Activity: List all lines of the data containing the word "edges".

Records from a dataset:
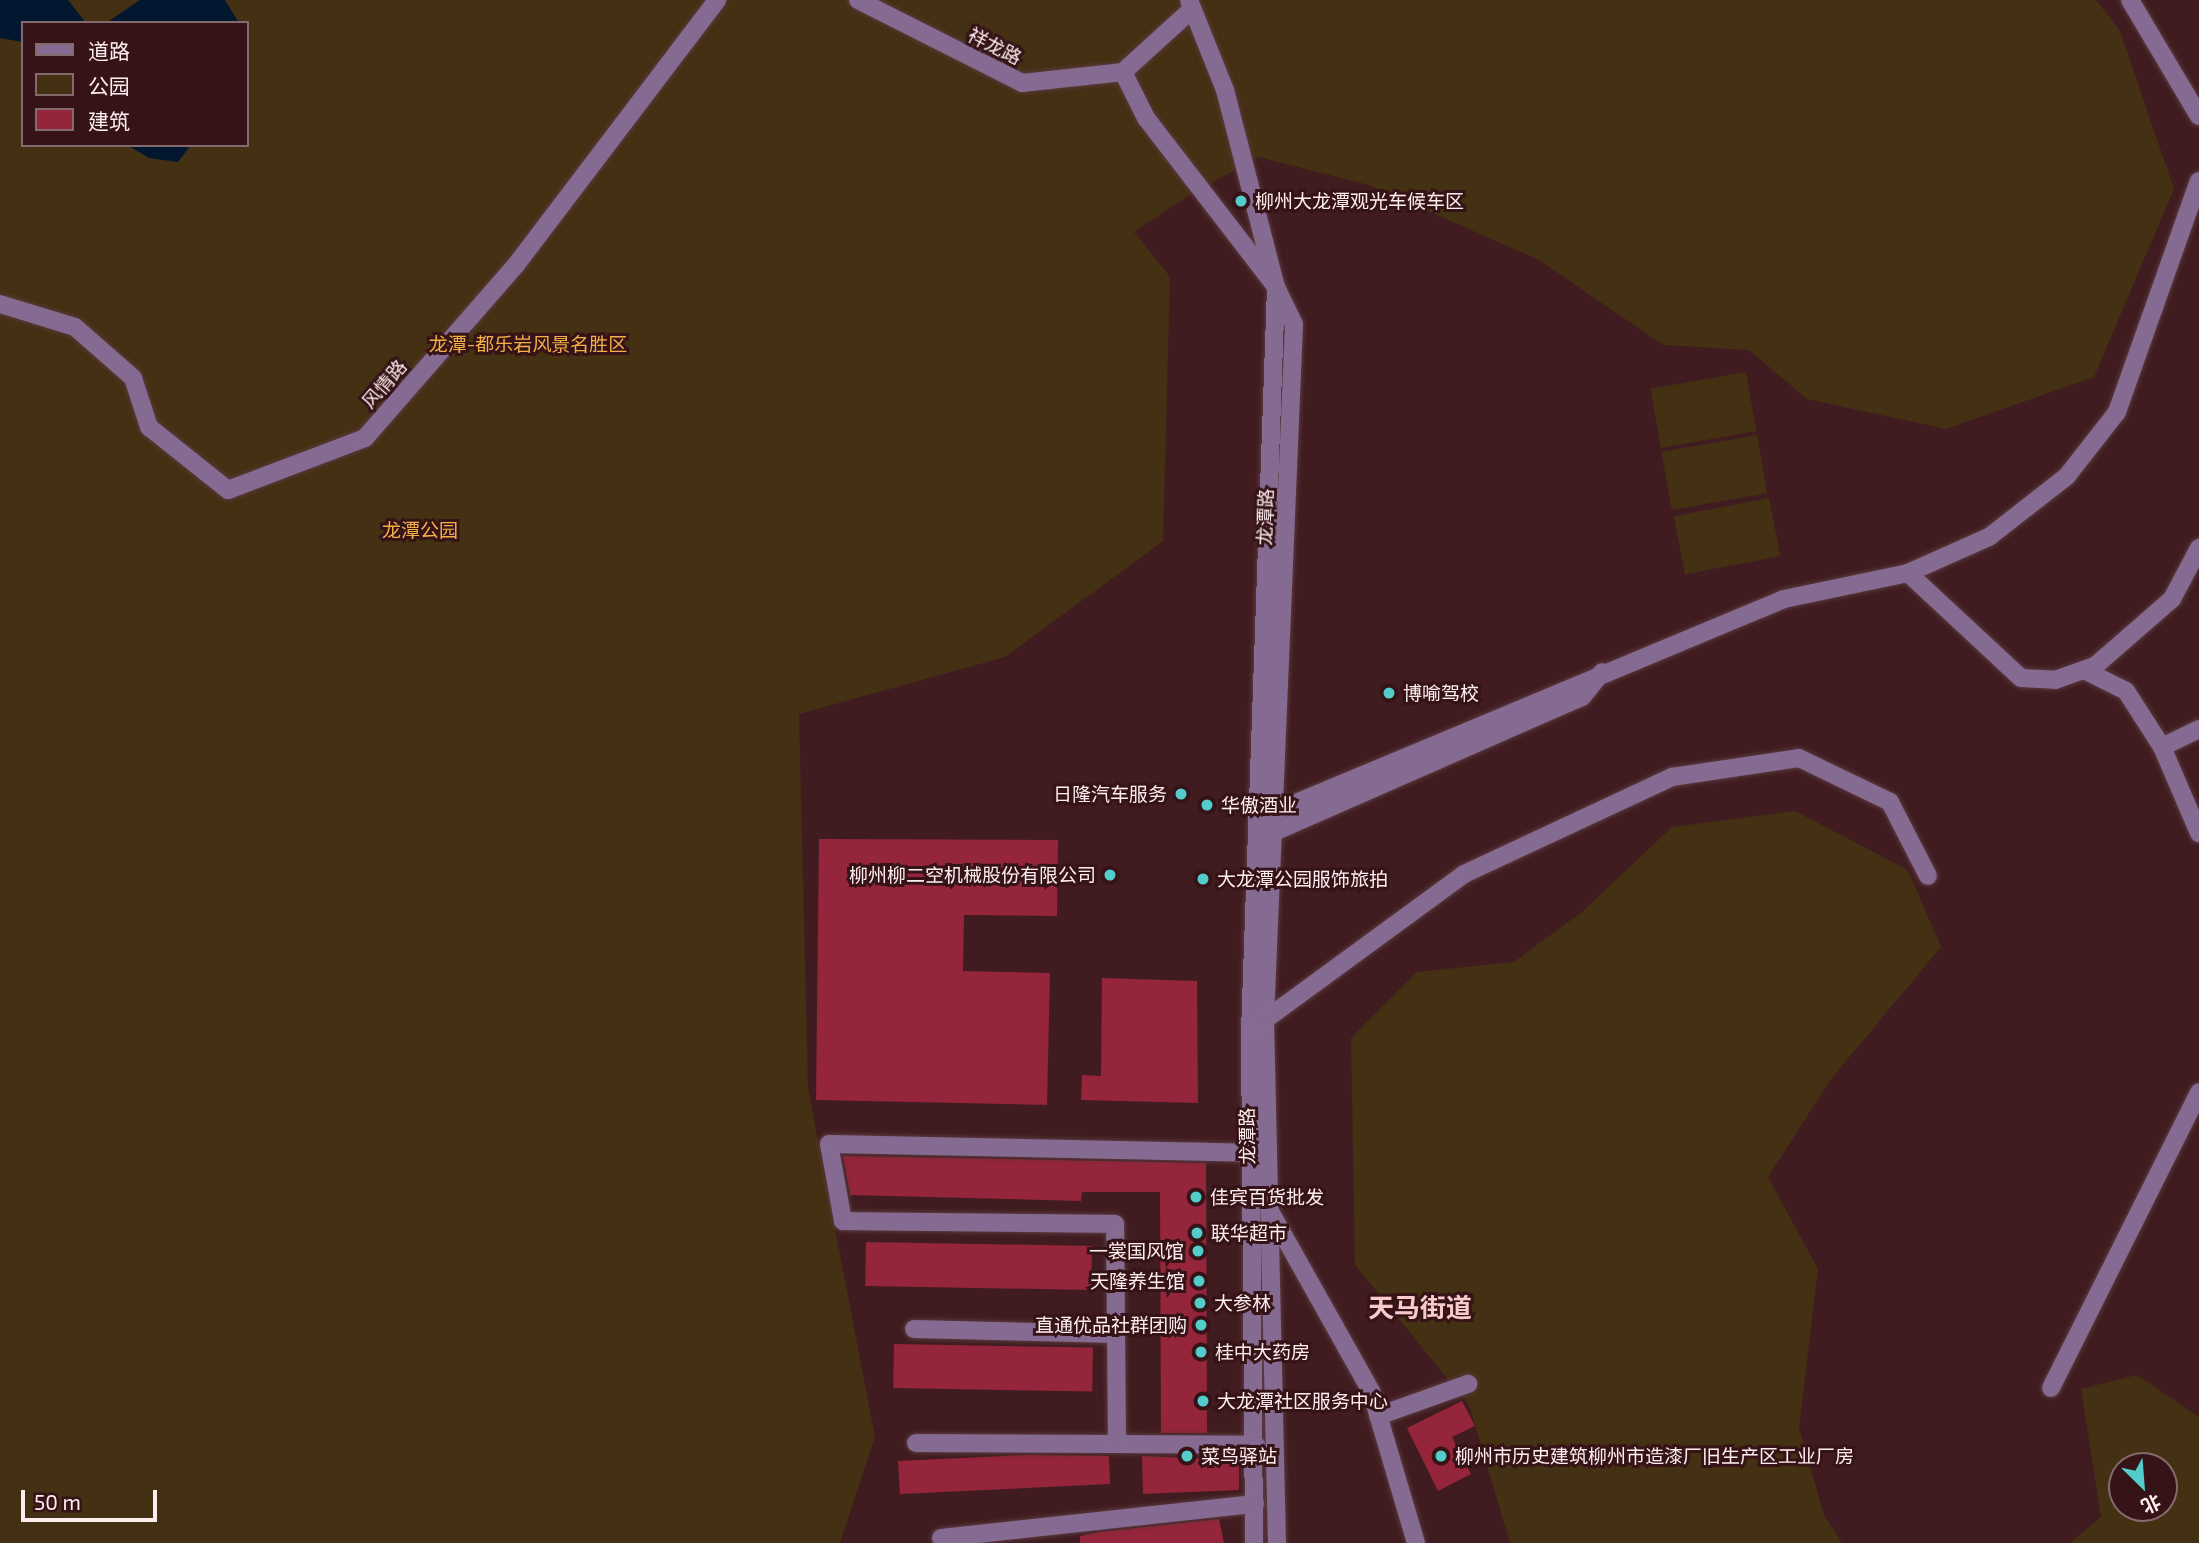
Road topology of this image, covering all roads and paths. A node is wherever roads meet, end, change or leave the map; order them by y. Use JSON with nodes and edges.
{"nodes":[{"id":1,"x":717,"y":0,"type":"edge"},
{"id":2,"x":858,"y":0,"type":"edge"},
{"id":3,"x":2130,"y":0,"type":"edge"},
{"id":4,"x":1189,"y":6,"type":"edge"},
{"id":5,"x":1123,"y":72,"type":"junction"},
{"id":6,"x":2199,"y":72,"type":"edge"},
{"id":7,"x":2187,"y":86,"type":"junction"},
{"id":8,"x":2199,"y":116,"type":"edge"},
{"id":9,"x":2199,"y":181,"type":"edge"},
{"id":10,"x":1276,"y":287,"type":"junction"},
{"id":11,"x":0,"y":304,"type":"edge"},
{"id":12,"x":2199,"y":548,"type":"edge"},
{"id":13,"x":1908,"y":573,"type":"junction"},
{"id":14,"x":1604,"y":669,"type":"junction"},
{"id":15,"x":2084,"y":670,"type":"junction"},
{"id":16,"x":2199,"y":729,"type":"edge"},
{"id":17,"x":2162,"y":747,"type":"junction"},
{"id":18,"x":1258,"y":754,"type":"junction"},
{"id":19,"x":1276,"y":754,"type":"junction"},
{"id":20,"x":1273,"y":811,"type":"junction"},
{"id":21,"x":1254,"y":820,"type":"junction"},
{"id":22,"x":1272,"y":833,"type":"junction"},
{"id":23,"x":2199,"y":833,"type":"edge"},
{"id":24,"x":1255,"y":841,"type":"junction"},
{"id":25,"x":1928,"y":876,"type":"dead end"},
{"id":26,"x":1265,"y":1020,"type":"junction"},
{"id":27,"x":1250,"y":1031,"type":"junction"},
{"id":28,"x":2199,"y":1092,"type":"edge"},
{"id":29,"x":1253,"y":1153,"type":"junction"},
{"id":30,"x":1270,"y":1210,"type":"junction"},
{"id":31,"x":914,"y":1329,"type":"dead end"},
{"id":32,"x":1116,"y":1334,"type":"junction"},
{"id":33,"x":1468,"y":1384,"type":"dead end"},
{"id":34,"x":2051,"y":1388,"type":"dead end"},
{"id":35,"x":1378,"y":1416,"type":"junction"},
{"id":36,"x":916,"y":1443,"type":"dead end"},
{"id":37,"x":1116,"y":1444,"type":"junction"},
{"id":38,"x":1256,"y":1445,"type":"junction"},
{"id":39,"x":1255,"y":1504,"type":"junction"},
{"id":40,"x":941,"y":1538,"type":"dead end"},
{"id":41,"x":1254,"y":1543,"type":"edge"},
{"id":42,"x":1277,"y":1543,"type":"edge"},
{"id":43,"x":1416,"y":1543,"type":"edge"}],
"edges":[{"from":1,"to":11,"type":"street","name":"风情路"},
{"from":2,"to":5,"type":"street","name":"祥龙路"},
{"from":3,"to":7,"type":"street"},
{"from":4,"to":5,"type":"street"},
{"from":4,"to":10,"type":"street"},
{"from":5,"to":10,"type":"street","name":"龙潭路"},
{"from":6,"to":7,"type":"street"},
{"from":7,"to":8,"type":"street"},
{"from":9,"to":13,"type":"street"},
{"from":10,"to":18,"type":"street","name":"龙潭路"},
{"from":10,"to":19,"type":"street","name":"龙潭路"},
{"from":12,"to":15,"type":"street"},
{"from":13,"to":14,"type":"street"},
{"from":13,"to":15,"type":"street"},
{"from":14,"to":20,"type":"street"},
{"from":14,"to":22,"type":"street"},
{"from":15,"to":17,"type":"street"},
{"from":16,"to":17,"type":"street"},
{"from":17,"to":23,"type":"street"},
{"from":18,"to":19,"type":"street"},
{"from":18,"to":21,"type":"street","name":"龙潭路"},
{"from":19,"to":20,"type":"street","name":"龙潭路"},
{"from":20,"to":21,"type":"street"},
{"from":20,"to":22,"type":"street","name":"龙潭路"},
{"from":21,"to":24,"type":"street","name":"龙潭路"},
{"from":22,"to":24,"type":"street"},
{"from":22,"to":26,"type":"street","name":"龙潭路"},
{"from":24,"to":27,"type":"street","name":"龙潭路"},
{"from":25,"to":26,"type":"street"},
{"from":26,"to":27,"type":"street"},
{"from":26,"to":30,"type":"street","name":"龙潭路"},
{"from":27,"to":29,"type":"street","name":"龙潭路"},
{"from":28,"to":34,"type":"street"},
{"from":29,"to":32,"type":"street"},
{"from":29,"to":38,"type":"street","name":"龙潭路"},
{"from":30,"to":35,"type":"street"},
{"from":30,"to":42,"type":"street","name":"龙潭路"},
{"from":31,"to":32,"type":"street"},
{"from":32,"to":37,"type":"street"},
{"from":33,"to":35,"type":"street"},
{"from":35,"to":43,"type":"street"},
{"from":36,"to":37,"type":"street"},
{"from":37,"to":38,"type":"street"},
{"from":38,"to":39,"type":"street","name":"龙潭路"},
{"from":39,"to":40,"type":"street"},
{"from":39,"to":41,"type":"street","name":"龙潭路"}]}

Exercise result:
Road topology of this image, covering all roads and paths. A node is wherever roads meet, end, change or leave the map; order them by y. Use JSON with nodes and edges.
"edges":[{"from":1,"to":11,"type":"street","name":"风情路"},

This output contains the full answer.